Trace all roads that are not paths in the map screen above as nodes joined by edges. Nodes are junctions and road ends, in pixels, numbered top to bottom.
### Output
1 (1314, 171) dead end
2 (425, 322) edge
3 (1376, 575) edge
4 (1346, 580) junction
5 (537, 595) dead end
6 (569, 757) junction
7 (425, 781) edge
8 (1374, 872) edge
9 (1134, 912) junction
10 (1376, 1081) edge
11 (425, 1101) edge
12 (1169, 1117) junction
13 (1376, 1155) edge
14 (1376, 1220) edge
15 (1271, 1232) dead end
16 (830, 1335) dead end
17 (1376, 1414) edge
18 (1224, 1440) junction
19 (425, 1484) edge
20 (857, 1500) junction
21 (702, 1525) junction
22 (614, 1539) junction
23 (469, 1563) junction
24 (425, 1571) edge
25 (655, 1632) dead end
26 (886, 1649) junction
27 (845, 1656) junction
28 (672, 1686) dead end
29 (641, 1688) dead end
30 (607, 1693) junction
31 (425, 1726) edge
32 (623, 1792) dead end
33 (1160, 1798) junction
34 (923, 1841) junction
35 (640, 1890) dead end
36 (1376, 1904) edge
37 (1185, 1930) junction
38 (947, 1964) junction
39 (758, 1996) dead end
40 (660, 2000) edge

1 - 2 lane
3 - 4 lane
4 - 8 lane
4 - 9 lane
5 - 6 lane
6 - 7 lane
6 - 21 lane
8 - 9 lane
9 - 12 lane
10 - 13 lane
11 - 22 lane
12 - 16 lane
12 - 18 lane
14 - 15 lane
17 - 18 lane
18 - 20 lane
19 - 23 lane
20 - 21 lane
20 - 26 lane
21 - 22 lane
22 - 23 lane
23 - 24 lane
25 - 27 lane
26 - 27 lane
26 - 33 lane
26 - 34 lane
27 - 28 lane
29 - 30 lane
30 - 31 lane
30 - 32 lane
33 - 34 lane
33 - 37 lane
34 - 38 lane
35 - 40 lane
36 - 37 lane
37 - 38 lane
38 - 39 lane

▶ _Exercise goal_: In the records above, how many lines contain the word "dead"? State only the number.

▶ _Your solution_: 10